• _Source records_
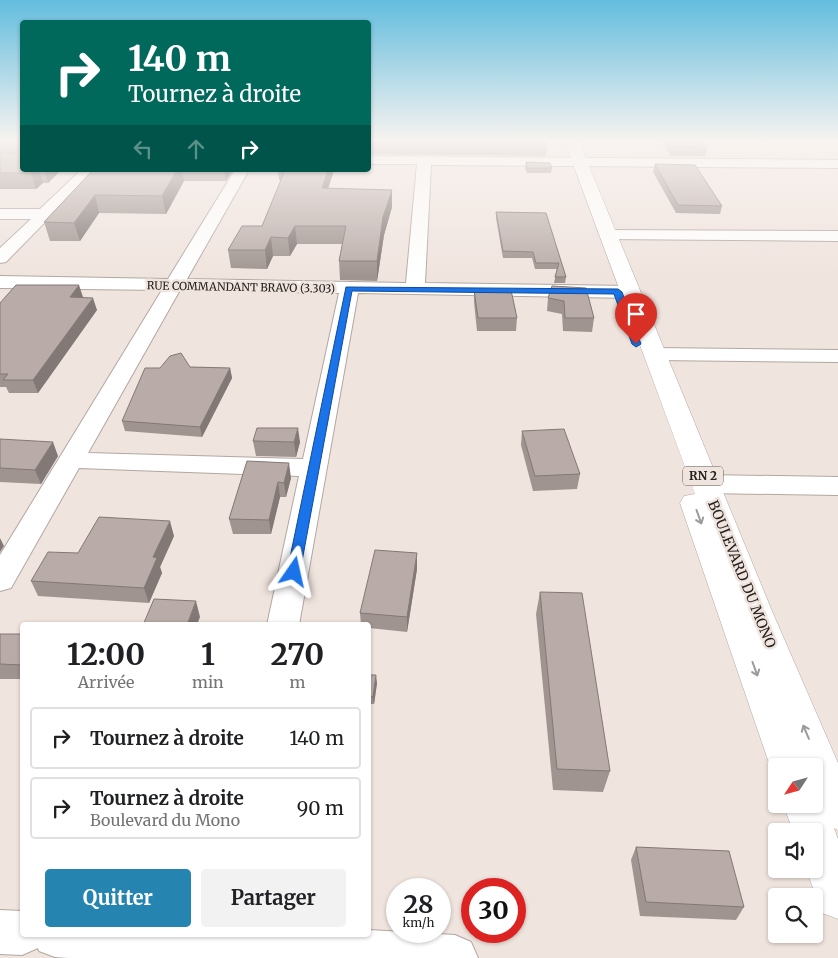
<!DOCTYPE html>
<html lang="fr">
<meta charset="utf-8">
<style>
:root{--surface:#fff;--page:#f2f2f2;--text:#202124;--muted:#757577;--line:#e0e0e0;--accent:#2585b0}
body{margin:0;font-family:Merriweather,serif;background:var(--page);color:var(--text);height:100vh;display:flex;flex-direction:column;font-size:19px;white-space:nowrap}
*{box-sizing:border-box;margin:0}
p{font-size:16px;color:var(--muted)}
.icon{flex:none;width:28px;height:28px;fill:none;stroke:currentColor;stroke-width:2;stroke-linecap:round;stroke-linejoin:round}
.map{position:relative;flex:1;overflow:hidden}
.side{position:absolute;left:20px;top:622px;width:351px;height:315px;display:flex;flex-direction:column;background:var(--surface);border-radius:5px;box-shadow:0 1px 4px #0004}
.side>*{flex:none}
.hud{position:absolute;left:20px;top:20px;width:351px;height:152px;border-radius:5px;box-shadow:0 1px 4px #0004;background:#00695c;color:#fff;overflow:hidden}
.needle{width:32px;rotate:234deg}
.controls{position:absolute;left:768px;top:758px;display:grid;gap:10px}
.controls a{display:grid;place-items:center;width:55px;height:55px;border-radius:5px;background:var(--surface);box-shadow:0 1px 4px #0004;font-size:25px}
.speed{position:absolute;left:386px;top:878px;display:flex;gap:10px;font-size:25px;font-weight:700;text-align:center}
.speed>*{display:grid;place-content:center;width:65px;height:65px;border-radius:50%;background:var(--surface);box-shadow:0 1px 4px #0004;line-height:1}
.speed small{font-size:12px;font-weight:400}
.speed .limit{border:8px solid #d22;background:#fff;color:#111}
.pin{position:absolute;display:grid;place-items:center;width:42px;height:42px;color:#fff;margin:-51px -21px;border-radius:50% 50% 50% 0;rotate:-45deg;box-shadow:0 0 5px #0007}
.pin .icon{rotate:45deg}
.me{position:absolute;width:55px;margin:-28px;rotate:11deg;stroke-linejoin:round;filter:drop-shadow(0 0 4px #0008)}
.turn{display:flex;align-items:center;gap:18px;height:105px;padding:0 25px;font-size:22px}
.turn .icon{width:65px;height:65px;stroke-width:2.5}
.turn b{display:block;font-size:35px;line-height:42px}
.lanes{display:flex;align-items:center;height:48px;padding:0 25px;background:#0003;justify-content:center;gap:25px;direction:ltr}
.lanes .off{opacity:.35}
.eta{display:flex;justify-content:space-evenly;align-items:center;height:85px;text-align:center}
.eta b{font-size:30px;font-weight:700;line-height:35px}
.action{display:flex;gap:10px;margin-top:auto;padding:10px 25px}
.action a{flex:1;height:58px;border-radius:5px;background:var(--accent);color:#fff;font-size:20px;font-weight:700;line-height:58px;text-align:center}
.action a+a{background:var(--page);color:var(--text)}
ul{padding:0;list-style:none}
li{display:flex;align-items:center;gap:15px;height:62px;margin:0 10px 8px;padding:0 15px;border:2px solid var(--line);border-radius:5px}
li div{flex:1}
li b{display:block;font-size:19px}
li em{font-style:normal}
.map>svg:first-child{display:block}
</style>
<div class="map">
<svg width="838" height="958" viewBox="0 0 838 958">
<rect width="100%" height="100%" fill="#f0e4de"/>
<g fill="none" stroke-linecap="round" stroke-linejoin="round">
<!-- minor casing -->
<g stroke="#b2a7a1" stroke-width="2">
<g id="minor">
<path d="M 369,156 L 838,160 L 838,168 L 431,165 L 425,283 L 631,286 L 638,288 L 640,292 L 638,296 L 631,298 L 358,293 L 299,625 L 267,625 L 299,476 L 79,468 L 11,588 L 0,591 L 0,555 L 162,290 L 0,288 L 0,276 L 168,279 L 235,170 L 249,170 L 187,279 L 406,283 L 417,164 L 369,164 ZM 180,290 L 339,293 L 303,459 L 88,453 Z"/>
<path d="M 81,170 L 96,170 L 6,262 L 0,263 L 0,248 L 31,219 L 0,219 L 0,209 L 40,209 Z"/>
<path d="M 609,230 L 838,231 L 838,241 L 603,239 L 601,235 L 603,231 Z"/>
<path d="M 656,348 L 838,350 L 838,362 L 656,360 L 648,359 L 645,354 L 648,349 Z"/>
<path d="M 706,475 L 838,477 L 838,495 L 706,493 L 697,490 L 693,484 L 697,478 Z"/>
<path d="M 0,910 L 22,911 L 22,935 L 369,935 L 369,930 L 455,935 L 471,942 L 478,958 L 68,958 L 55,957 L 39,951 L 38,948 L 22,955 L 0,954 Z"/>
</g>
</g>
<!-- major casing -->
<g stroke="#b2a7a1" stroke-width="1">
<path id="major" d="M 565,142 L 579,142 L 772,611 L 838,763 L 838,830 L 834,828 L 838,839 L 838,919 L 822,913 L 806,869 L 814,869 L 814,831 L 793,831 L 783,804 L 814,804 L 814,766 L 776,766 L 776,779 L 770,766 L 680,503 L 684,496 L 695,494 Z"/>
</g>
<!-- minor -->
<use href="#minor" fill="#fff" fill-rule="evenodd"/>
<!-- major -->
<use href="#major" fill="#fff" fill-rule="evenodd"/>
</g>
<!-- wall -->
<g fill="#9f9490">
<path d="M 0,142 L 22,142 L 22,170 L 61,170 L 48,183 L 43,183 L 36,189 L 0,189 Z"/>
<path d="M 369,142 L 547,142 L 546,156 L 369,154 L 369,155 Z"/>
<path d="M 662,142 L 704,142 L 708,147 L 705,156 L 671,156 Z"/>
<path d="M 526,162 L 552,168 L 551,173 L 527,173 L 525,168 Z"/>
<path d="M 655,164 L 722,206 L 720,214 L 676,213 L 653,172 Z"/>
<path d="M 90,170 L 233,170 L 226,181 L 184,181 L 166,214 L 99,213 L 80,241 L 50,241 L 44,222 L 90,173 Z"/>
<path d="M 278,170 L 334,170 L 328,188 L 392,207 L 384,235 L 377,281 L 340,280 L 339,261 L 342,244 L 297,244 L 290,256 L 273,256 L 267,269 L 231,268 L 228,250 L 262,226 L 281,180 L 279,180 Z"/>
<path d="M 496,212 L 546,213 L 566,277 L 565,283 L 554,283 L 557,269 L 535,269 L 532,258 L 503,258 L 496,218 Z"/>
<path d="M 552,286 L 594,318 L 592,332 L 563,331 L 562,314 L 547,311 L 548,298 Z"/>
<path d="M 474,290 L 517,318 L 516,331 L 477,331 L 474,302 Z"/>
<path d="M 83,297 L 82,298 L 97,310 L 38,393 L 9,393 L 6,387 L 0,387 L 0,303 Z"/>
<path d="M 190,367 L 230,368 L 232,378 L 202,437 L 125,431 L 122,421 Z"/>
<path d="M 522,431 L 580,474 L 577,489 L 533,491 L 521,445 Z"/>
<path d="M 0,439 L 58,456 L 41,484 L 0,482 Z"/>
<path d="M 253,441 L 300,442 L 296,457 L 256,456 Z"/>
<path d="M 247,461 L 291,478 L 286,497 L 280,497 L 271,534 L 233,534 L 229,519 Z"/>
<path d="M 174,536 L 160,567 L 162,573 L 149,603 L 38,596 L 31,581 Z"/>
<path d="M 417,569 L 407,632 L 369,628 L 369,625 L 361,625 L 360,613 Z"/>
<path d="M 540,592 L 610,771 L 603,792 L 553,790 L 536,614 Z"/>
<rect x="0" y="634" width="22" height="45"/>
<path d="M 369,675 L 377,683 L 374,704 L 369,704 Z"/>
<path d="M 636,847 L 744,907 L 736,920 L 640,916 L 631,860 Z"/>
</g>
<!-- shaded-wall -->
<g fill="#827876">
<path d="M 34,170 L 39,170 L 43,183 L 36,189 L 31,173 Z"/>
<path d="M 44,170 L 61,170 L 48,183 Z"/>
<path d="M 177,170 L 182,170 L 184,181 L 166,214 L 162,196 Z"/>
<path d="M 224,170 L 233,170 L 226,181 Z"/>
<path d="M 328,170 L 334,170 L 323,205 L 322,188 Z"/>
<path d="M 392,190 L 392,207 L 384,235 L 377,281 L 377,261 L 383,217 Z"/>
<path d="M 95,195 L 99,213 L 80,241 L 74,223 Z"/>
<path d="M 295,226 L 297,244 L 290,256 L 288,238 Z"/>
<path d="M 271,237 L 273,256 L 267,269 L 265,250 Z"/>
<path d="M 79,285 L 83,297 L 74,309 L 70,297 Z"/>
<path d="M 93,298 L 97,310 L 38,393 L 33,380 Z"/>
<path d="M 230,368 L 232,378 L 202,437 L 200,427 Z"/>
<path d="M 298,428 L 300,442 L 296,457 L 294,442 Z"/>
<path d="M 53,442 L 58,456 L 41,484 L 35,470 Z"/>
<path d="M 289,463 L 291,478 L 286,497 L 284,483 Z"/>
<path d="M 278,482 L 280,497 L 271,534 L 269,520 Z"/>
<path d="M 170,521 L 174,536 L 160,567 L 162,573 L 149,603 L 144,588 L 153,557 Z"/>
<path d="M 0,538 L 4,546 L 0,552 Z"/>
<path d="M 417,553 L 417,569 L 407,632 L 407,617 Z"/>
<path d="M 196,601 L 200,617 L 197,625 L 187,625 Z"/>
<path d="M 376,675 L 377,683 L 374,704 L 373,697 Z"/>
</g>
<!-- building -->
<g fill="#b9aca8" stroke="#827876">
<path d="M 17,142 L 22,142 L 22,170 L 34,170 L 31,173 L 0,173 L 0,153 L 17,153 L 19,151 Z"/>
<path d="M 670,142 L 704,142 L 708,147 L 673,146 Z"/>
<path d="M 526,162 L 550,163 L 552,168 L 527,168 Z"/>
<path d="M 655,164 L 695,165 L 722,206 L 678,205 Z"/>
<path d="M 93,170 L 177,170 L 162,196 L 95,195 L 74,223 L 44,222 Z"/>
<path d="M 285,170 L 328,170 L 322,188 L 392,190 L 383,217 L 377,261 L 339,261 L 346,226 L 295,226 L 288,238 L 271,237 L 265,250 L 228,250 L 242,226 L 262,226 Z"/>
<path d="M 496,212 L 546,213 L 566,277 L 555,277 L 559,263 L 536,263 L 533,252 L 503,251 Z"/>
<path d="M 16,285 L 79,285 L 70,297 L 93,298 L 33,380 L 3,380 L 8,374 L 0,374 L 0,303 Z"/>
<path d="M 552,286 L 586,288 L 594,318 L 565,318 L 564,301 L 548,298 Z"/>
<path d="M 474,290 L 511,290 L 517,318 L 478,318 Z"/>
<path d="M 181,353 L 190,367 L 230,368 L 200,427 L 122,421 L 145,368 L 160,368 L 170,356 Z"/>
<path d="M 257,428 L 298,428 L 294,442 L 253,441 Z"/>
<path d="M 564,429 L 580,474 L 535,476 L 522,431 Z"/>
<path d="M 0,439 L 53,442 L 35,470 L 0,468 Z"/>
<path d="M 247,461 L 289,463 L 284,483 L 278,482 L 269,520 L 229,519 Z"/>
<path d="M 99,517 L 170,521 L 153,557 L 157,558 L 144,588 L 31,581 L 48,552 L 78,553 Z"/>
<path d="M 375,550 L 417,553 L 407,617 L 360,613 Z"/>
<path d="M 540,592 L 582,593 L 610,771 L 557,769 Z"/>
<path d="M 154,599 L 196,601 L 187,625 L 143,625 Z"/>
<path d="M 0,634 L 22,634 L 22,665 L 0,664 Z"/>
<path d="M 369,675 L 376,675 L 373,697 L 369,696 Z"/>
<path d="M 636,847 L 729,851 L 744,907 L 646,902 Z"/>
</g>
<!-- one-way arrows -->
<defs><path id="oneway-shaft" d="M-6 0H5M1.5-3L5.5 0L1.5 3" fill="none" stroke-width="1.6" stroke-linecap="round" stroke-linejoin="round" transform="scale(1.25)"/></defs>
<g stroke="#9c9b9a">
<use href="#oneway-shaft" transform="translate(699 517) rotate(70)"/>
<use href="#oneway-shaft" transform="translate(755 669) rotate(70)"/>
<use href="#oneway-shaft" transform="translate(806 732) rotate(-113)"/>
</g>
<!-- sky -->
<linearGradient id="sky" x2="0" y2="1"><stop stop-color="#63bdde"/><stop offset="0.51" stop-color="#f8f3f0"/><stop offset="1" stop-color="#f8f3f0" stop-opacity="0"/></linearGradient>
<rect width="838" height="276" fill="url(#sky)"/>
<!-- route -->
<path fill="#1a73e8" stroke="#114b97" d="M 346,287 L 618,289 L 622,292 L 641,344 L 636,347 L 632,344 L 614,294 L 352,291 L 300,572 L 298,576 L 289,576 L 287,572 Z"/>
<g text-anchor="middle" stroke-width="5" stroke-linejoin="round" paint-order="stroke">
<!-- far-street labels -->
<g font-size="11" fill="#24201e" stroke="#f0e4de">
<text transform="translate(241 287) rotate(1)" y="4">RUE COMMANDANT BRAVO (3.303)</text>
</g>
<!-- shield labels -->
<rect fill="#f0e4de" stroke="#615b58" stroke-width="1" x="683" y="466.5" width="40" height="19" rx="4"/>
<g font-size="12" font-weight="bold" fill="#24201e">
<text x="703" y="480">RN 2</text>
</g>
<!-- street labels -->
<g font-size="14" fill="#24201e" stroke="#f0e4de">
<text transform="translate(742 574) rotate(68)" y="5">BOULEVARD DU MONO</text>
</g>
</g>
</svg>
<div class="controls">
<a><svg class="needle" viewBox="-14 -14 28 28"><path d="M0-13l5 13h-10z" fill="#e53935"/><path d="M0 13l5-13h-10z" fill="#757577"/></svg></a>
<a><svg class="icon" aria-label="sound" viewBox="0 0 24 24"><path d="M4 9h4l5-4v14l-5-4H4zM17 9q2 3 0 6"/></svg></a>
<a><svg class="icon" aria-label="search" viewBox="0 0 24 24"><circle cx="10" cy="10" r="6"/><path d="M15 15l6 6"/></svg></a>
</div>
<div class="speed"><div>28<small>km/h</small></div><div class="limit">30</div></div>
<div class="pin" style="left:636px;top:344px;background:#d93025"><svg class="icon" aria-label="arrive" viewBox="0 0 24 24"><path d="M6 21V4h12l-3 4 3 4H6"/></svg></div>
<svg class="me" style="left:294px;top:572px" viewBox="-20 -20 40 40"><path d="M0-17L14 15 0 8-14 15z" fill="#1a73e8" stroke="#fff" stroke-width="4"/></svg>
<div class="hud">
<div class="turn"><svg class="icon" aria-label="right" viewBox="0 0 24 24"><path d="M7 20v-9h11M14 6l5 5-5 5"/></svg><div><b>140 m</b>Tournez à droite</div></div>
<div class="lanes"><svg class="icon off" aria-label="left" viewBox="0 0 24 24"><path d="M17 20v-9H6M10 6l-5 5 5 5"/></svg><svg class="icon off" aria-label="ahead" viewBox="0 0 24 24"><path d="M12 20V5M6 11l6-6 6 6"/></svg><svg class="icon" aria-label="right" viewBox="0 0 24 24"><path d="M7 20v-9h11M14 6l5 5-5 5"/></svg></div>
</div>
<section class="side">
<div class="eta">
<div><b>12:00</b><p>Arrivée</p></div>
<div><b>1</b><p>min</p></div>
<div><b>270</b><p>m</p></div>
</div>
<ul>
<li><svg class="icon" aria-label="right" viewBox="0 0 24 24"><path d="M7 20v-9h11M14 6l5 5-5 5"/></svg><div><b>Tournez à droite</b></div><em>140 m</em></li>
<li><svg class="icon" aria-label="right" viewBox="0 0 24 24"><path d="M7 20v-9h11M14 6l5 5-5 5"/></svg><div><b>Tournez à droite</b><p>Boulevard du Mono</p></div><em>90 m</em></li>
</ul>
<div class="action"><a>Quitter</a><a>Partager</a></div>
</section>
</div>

• _Problem details_
Of the lines above, copy each one that contains the word "space".

• _Result of the task_
body{margin:0;font-family:Merriweather,serif;background:var(--page);color:var(--text);height:100vh;display:flex;flex-direction:column;font-size:19px;white-space:nowrap}
.eta{display:flex;justify-content:space-evenly;align-items:center;height:85px;text-align:center}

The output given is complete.